(Records contained in a dataset)
====

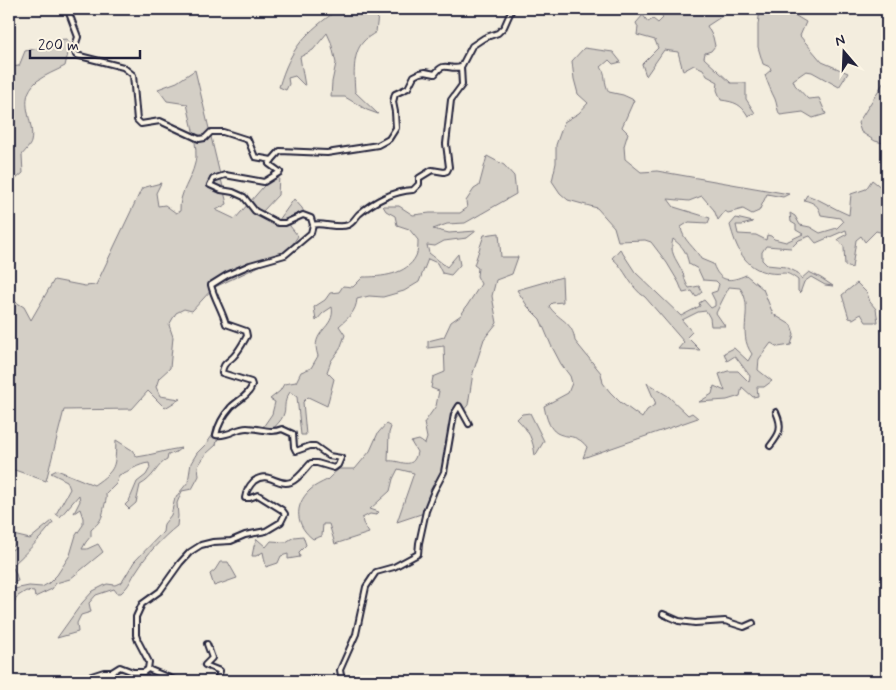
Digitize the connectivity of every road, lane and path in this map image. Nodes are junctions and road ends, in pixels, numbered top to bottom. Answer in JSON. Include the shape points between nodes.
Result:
{"nodes":[{"id":1,"x":70,"y":9,"type":"edge"},
{"id":2,"x":512,"y":9,"type":"edge"},
{"id":3,"x":461,"y":67,"type":"junction"},
{"id":4,"x":272,"y":160,"type":"junction"},
{"id":5,"x":313,"y":225,"type":"junction"},
{"id":6,"x":776,"y":412,"type":"dead end"},
{"id":7,"x":469,"y":424,"type":"dead end"},
{"id":8,"x":770,"y":446,"type":"dead end"},
{"id":9,"x":662,"y":614,"type":"dead end"},
{"id":10,"x":753,"y":623,"type":"dead end"},
{"id":11,"x":207,"y":644,"type":"dead end"},
{"id":12,"x":148,"y":669,"type":"junction"},
{"id":13,"x":76,"y":681,"type":"edge"},
{"id":14,"x":177,"y":681,"type":"edge"},
{"id":15,"x":217,"y":681,"type":"edge"},
{"id":16,"x":308,"y":681,"type":"edge"},
{"id":17,"x":320,"y":681,"type":"edge"},
{"id":18,"x":342,"y":681,"type":"edge"}],
"edges":[{"from":1,"to":4,"type":"street","via":[[78,37],[74,49],[76,55],[123,67],[133,74],[137,120],[141,124],[160,121],[199,139],[211,132],[223,132],[248,140],[255,157]]},
{"from":2,"to":3,"type":"street","via":[[504,27],[472,46]]},
{"from":3,"to":4,"type":"street","via":[[446,66],[435,74],[425,72],[414,76],[408,88],[395,94],[396,128],[389,139],[378,145],[327,153],[280,151]]},
{"from":3,"to":5,"type":"street","via":[[462,85],[451,100],[446,144],[447,171],[432,170],[419,178],[413,190],[384,198],[345,226]]},
{"from":4,"to":5,"type":"street","via":[[269,164],[280,172],[264,182],[226,175],[212,179],[210,185],[244,197],[255,211],[278,223],[303,215],[311,218]]},
{"from":5,"to":12,"type":"street","via":[[311,233],[284,255],[250,265],[211,285],[226,324],[246,331],[247,336],[233,357],[227,360],[222,372],[252,385],[232,406],[217,427],[216,435],[246,428],[274,433],[282,429],[293,434],[296,450],[315,446],[328,456],[341,458],[334,468],[311,463],[291,482],[259,477],[250,484],[245,498],[258,495],[264,498],[282,510],[284,518],[266,531],[231,542],[200,545],[180,563],[160,591],[142,604],[136,617],[136,635],[149,662]]},
{"from":6,"to":8,"type":"street","via":[[780,432]]},
{"from":7,"to":18,"type":"street","via":[[459,406],[454,414],[444,472],[426,511],[418,554],[376,572],[366,587],[356,634],[340,670]]},
{"from":9,"to":10,"type":"street","via":[[696,623],[725,621],[744,626]]},
{"from":11,"to":15,"type":"street","via":[[212,658],[205,665],[220,671]]},
{"from":12,"to":13,"type":"street","via":[[133,672],[120,667]]},
{"from":12,"to":14,"type":"street"},
{"from":16,"to":17,"type":"street","via":[[313,678]]}]}
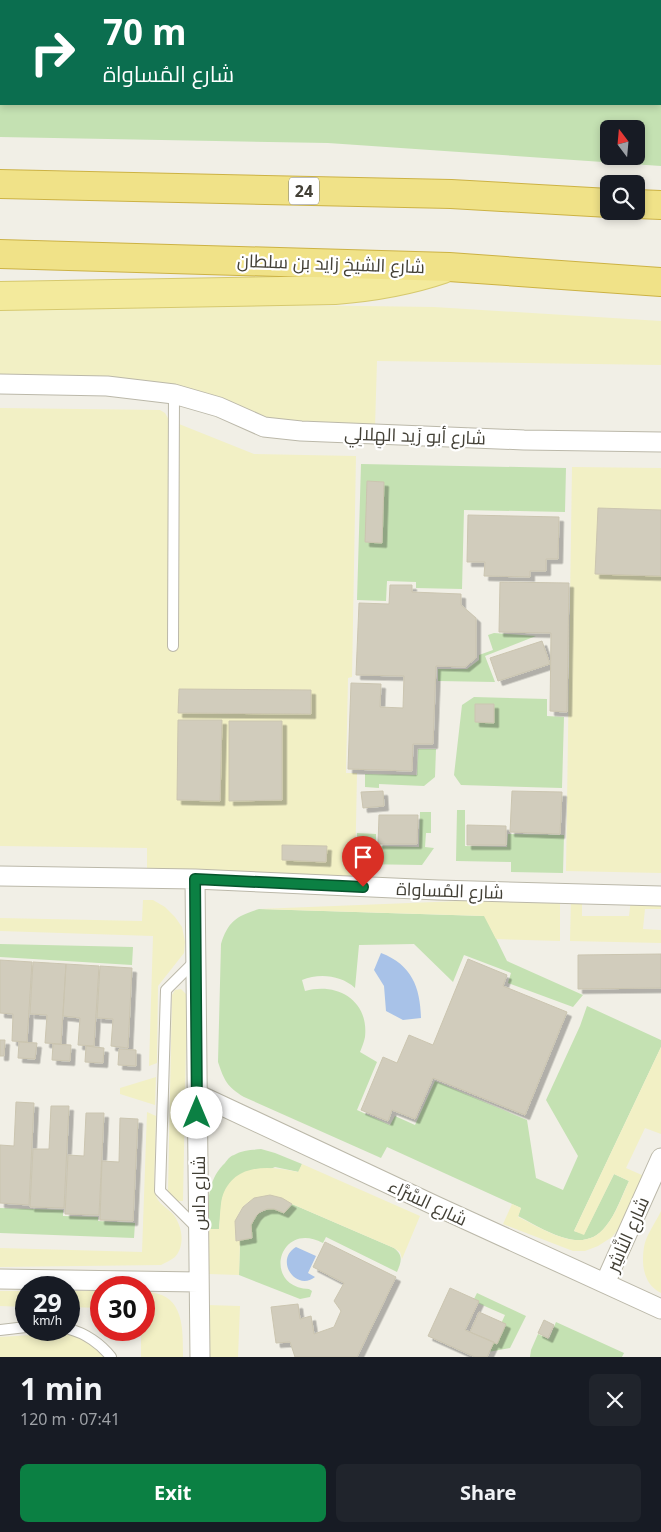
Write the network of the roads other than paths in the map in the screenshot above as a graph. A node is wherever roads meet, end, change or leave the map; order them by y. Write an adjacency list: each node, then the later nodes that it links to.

====

** Required action **
Your answer must be an exact transcription of every entry, minus the pictures.

** Answer to this problem **
Digitize the connectivity of every road, lane and path in this map image. Nodes are junctions and road ends, in pixels, numbered top to bottom. Answer in JSON. Include the shape points between nodes.
Result:
{"nodes":[{"id":1,"x":70,"y":9,"type":"edge"},
{"id":2,"x":512,"y":9,"type":"edge"},
{"id":3,"x":461,"y":67,"type":"junction"},
{"id":4,"x":272,"y":160,"type":"junction"},
{"id":5,"x":313,"y":225,"type":"junction"},
{"id":6,"x":776,"y":412,"type":"dead end"},
{"id":7,"x":469,"y":424,"type":"dead end"},
{"id":8,"x":770,"y":446,"type":"dead end"},
{"id":9,"x":662,"y":614,"type":"dead end"},
{"id":10,"x":753,"y":623,"type":"dead end"},
{"id":11,"x":207,"y":644,"type":"dead end"},
{"id":12,"x":148,"y":669,"type":"junction"},
{"id":13,"x":76,"y":681,"type":"edge"},
{"id":14,"x":177,"y":681,"type":"edge"},
{"id":15,"x":217,"y":681,"type":"edge"},
{"id":16,"x":308,"y":681,"type":"edge"},
{"id":17,"x":320,"y":681,"type":"edge"},
{"id":18,"x":342,"y":681,"type":"edge"}],
"edges":[{"from":1,"to":4,"type":"street","via":[[78,37],[74,49],[76,55],[123,67],[133,74],[137,120],[141,124],[160,121],[199,139],[211,132],[223,132],[248,140],[255,157]]},
{"from":2,"to":3,"type":"street","via":[[504,27],[472,46]]},
{"from":3,"to":4,"type":"street","via":[[446,66],[435,74],[425,72],[414,76],[408,88],[395,94],[396,128],[389,139],[378,145],[327,153],[280,151]]},
{"from":3,"to":5,"type":"street","via":[[462,85],[451,100],[446,144],[447,171],[432,170],[419,178],[413,190],[384,198],[345,226]]},
{"from":4,"to":5,"type":"street","via":[[269,164],[280,172],[264,182],[226,175],[212,179],[210,185],[244,197],[255,211],[278,223],[303,215],[311,218]]},
{"from":5,"to":12,"type":"street","via":[[311,233],[284,255],[250,265],[211,285],[226,324],[246,331],[247,336],[233,357],[227,360],[222,372],[252,385],[232,406],[217,427],[216,435],[246,428],[274,433],[282,429],[293,434],[296,450],[315,446],[328,456],[341,458],[334,468],[311,463],[291,482],[259,477],[250,484],[245,498],[258,495],[264,498],[282,510],[284,518],[266,531],[231,542],[200,545],[180,563],[160,591],[142,604],[136,617],[136,635],[149,662]]},
{"from":6,"to":8,"type":"street","via":[[780,432]]},
{"from":7,"to":18,"type":"street","via":[[459,406],[454,414],[444,472],[426,511],[418,554],[376,572],[366,587],[356,634],[340,670]]},
{"from":9,"to":10,"type":"street","via":[[696,623],[725,621],[744,626]]},
{"from":11,"to":15,"type":"street","via":[[212,658],[205,665],[220,671]]},
{"from":12,"to":13,"type":"street","via":[[133,672],[120,667]]},
{"from":12,"to":14,"type":"street"},
{"from":16,"to":17,"type":"street","via":[[313,678]]}]}
Write the network of the roads other than paths in the map in the screenshot above as a graph. A node is wherever roads meet, end, change or leave the map; order them by y. Write an adjacency list: each node, then the later nodes that it links to.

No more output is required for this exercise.